◆ How to complete this task
Look through the lines below; wherever the word "古川佐沼線" appears, copy that line.
[Start of section]
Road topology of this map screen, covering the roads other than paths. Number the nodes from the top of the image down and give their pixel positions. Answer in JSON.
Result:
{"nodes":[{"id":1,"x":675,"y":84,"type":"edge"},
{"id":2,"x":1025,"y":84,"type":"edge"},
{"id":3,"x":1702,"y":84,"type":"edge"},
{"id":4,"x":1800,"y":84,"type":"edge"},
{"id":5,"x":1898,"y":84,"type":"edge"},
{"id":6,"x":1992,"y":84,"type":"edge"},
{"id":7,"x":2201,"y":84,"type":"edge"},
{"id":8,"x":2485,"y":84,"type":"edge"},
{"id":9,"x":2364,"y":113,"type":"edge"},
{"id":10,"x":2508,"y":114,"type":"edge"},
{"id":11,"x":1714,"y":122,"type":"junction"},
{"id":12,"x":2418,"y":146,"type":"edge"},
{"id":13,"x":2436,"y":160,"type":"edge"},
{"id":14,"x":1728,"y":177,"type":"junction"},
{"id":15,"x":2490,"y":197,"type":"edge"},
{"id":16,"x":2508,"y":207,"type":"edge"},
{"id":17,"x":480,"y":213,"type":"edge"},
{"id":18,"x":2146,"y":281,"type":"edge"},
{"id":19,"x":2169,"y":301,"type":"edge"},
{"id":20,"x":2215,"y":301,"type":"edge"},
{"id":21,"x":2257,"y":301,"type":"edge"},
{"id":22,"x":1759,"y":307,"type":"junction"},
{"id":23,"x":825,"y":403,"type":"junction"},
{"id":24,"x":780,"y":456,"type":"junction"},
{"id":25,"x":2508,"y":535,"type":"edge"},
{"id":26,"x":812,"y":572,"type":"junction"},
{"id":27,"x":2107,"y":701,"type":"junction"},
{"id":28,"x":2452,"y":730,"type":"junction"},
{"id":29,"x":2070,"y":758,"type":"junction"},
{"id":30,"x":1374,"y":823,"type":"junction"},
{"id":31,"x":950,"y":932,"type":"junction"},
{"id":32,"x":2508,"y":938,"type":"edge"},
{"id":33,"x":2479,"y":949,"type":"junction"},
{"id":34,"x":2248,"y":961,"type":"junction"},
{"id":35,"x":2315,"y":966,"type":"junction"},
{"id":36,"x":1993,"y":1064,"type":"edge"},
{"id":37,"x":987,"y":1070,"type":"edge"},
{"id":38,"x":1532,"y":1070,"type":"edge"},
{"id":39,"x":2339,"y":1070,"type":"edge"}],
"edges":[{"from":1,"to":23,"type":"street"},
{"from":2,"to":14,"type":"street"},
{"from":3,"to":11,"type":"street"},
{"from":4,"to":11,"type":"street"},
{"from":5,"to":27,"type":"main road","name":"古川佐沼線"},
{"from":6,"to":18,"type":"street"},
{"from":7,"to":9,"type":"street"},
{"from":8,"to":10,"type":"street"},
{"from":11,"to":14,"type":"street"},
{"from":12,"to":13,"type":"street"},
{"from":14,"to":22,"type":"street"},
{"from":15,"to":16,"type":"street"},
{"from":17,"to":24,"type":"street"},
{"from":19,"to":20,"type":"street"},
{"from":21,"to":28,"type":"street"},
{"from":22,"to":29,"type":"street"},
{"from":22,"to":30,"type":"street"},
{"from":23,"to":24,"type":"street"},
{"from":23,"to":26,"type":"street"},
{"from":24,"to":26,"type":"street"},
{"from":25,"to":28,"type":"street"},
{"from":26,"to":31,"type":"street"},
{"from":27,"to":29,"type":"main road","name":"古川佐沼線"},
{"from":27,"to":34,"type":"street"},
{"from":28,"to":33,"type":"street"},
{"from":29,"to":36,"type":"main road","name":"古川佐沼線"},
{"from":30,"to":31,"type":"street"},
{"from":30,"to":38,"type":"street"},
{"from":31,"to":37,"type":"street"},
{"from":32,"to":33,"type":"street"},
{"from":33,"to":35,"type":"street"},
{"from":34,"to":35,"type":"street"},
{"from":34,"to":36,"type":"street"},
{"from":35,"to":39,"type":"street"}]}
[End of section]
◆ Response to the task
{"from":5,"to":27,"type":"main road","name":"古川佐沼線"},
{"from":27,"to":29,"type":"main road","name":"古川佐沼線"},
{"from":29,"to":36,"type":"main road","name":"古川佐沼線"},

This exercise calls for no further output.